Sonya Renee Taylor is an Oakland-based poet and radical self-love evangelist. In 2014, she founded The Body is Not An Apology, a website and educational outlet that “fosters global, radical, unapologetic self love…toward a more just, equitable and compassionate world.” Through her writing, poetry and speaking, she’s also a powerful voice for women of color in the body positivity movement, an arena that can be overwhelmingly White.

For the last two years, Taylor has been translating that work into a book, “The Body is Not an Apology: The Power of Radical Self-love,” released yesterday (February 13). It is a cross between self-help and political treatise. Taylor is clear that individual transformation is not the goal of her work. “I have very little concern for your individual self-esteem and self-confidence,” she told Colorlines. “By itself, it will not change the world. How do each and every one of us play a role in creating a just and equitable compassionate world for ourselves? Then [we] translate that to interrupting the systems that keep that from being our world.”

Colorlines spoke to Taylor, and we’ve distilled that conversation, alongside her ideas from the book, into these tools to guide your own self-love journey.

1. “Your body is what your body is.”

Taylor puts it plainly in her book: “Hating your body is like finding a person you despise and then choosing to spend the rest of your life with them while loathing every moment of the partnership.”

Acceptance is the starting point for much of the work she encourages her readers to do. “I think that so much of the popular culture ethos is the idea that your body should be some other kind of body,” Taylor explains. Her critique of the society that shapes which bodies are accepted is deep, and she pushes her readers to really separate their beliefs from the judgements of society. “The structure of hierarchy is that we value some bodies more than other bodies. As individuals, we internalize that by trying to make our bodies fit better in that hierarchy. I have the body I have. The issue is not with my body, the issue is external.”

2. We can’t love our bodies until we stop shaming and judging others’ bodies.

“I think that what we realize often times is that our judgement [of others] is often coming from our own internal sense of shame,” says Taylor. “If I am not enough, then how do I get to be enough? By making myself think, at least I’m not in that person’s body.”

Taylor argues that this game of comparison keeps the hierarchy alive—and leaves the unjust systems that support it intact. “When we disrobe that idea, then really what we get to believe is this: ‘What has me believe this about other people’s bodies and my own?’”

3. In order to move forward, we must look back at our earliest body shame experiences.

Those occurences “formulate a sense of who we are and the way that we move through the world,” explains Taylor. “These are messages that we got in parts of our lives when we weren’t necessarily rational thinkers. Even when those notions are challenged intellectually, they are still deeply embedded in us.”

Taylor encourages everyone to really examine those experiences to shift their impact on us. “What was the message I got and what has that had me believe about myself and the world?
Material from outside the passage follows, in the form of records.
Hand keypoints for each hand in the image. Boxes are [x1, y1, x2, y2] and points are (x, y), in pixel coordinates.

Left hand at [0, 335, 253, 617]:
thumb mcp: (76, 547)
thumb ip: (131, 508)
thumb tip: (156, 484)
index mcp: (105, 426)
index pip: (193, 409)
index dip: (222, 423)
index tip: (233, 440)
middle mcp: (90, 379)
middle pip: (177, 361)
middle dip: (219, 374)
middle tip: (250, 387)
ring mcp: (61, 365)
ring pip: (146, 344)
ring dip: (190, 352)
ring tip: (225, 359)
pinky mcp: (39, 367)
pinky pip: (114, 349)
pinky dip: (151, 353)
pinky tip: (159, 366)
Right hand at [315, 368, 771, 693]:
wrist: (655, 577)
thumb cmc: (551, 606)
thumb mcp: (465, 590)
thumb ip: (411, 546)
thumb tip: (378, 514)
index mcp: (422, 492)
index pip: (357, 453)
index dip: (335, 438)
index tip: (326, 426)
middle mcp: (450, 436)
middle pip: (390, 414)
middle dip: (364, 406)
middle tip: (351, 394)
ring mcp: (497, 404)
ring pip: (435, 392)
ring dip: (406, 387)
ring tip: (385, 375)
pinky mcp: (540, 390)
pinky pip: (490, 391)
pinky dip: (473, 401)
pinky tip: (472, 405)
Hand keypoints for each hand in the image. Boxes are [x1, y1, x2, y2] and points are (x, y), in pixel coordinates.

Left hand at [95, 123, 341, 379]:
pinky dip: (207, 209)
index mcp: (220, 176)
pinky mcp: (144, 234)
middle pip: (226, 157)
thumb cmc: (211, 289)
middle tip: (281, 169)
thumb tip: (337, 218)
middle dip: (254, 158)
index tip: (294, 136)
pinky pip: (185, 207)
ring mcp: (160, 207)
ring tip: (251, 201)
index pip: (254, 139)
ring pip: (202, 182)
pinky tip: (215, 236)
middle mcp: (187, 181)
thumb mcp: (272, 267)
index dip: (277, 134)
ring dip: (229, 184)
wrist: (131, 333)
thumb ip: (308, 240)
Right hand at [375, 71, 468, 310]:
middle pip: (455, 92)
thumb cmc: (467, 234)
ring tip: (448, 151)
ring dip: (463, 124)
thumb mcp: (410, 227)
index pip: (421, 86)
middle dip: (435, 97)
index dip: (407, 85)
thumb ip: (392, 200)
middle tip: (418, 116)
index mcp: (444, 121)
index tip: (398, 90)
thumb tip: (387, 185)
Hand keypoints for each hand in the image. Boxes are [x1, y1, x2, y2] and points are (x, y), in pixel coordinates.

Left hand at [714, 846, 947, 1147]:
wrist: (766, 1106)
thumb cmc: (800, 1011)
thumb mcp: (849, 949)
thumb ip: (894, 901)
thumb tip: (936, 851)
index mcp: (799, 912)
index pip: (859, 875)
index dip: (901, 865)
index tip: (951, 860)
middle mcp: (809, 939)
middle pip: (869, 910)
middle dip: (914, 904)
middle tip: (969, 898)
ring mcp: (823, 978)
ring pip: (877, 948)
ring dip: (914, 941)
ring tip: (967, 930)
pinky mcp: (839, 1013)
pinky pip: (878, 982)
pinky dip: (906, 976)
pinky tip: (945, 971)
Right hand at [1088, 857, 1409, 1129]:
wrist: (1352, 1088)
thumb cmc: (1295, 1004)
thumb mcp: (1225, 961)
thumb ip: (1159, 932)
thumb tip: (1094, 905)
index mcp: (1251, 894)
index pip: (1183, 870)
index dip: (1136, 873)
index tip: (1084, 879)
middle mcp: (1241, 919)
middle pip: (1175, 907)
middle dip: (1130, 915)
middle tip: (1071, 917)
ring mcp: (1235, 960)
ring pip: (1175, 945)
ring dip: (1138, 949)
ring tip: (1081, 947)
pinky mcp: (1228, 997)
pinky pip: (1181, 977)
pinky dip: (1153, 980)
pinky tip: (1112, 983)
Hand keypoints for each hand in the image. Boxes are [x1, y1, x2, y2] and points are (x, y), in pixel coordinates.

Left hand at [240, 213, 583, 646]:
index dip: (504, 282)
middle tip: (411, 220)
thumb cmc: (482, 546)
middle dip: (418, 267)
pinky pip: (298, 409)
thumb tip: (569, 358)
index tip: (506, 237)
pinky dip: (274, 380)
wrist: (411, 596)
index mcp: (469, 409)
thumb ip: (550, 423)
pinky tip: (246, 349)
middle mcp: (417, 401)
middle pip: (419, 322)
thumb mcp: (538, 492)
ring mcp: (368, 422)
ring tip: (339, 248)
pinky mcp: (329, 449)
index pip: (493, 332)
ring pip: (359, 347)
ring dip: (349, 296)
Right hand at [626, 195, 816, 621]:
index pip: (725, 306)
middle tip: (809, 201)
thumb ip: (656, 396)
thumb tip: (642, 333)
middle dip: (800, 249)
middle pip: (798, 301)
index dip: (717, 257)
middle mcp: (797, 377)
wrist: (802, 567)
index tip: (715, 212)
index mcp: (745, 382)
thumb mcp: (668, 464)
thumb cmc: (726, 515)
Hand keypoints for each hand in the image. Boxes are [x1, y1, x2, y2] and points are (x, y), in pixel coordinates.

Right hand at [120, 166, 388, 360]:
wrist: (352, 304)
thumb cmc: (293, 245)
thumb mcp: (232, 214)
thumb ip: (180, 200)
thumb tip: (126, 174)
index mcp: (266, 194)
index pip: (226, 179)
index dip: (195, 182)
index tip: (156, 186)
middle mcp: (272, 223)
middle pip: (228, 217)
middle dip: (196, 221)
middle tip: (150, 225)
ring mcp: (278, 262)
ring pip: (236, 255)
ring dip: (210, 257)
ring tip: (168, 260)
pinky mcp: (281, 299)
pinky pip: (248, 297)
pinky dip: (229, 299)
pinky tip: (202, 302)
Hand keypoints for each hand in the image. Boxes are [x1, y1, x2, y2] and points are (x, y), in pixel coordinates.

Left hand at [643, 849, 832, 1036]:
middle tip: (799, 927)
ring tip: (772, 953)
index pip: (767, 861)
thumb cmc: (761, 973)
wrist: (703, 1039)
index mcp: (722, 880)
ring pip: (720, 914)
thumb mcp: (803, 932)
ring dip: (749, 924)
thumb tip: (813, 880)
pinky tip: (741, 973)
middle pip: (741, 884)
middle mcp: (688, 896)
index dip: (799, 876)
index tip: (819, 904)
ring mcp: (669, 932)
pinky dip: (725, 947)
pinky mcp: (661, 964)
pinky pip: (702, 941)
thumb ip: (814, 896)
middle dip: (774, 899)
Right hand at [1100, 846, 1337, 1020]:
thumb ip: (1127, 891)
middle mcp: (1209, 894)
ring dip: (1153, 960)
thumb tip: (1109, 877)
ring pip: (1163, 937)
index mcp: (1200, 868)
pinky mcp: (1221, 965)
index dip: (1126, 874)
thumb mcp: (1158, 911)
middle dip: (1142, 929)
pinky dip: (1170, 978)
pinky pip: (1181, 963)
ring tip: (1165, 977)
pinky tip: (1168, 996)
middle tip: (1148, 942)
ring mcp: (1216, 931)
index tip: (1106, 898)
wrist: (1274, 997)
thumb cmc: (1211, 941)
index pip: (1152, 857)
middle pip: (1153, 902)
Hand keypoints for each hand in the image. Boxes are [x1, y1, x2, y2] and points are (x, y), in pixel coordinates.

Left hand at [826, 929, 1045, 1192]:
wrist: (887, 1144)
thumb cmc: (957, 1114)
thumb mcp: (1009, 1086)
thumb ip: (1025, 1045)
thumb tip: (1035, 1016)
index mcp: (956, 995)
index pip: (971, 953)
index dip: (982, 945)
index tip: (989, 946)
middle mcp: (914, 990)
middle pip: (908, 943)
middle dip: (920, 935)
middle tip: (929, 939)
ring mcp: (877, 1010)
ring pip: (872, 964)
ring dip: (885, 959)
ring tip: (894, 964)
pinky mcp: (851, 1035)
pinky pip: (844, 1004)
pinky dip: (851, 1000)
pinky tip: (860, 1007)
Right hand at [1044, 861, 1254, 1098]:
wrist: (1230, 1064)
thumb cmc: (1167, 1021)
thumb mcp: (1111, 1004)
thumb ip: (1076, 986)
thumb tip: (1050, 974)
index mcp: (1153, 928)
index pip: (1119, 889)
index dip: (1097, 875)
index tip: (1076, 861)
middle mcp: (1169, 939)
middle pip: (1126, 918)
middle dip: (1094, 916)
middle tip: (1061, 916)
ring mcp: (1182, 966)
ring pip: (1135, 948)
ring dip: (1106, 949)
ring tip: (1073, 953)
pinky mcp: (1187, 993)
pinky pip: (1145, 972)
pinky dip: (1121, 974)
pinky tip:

We can’t get where we are going without recognizing how we got there.”

4. We have to understand the connections between racism and body shame to get to a place of radical self-love.

“If we’re not thinking about race when we think about the body, we’re missing an entire area,” says Taylor. “As a fat, dark-skinned, Black woman there are messages about who I am that I’ve received since I was a small child, [and they] are a function of White supremacy. Radical self-love is the unobstructed access to living our highest purpose. What are the ways that bodies that show up as racialized are obstructed in that? What are our individual roles in removing that obstruction?”

5. It might be time to break up with the Body-Shame Profit Complex (BSPC).

In the book, Taylor explains: “Our relationship with our money often mirrors our relationship with our bodies.” The BSPC, she says, is illustrated by the 230 billion dollar global beauty industry. “There is a tremendous amount of economic infrastructure riding on our desire to change our bodies,” she says. “This is part of a larger system whose intention is that we continue to feel this way because it is very profitable.”

Taylor sees a major connection between body shame, classism and the myth of meritocracy, saying, “If you’re poor—it’s because you’re failing. It’s the same thing we tell people who are fat. If you aren’t thin—you’re failing. If you’re Black—you’re failing. If you have a disability—you’re failing.” Instead, Taylor’s book tells her readers to move to “best-interest buying,” which, she writes, “furthers our radical self-love journey by connecting how we spend our resources with what we truly want for our lives, not simply in the short term to avoid feelings of not being ‘enough.’” Best-interest buying means examining our purchases to make sure they aren’t “closely connected to our beliefs that we are somehow deficient or unworthy.”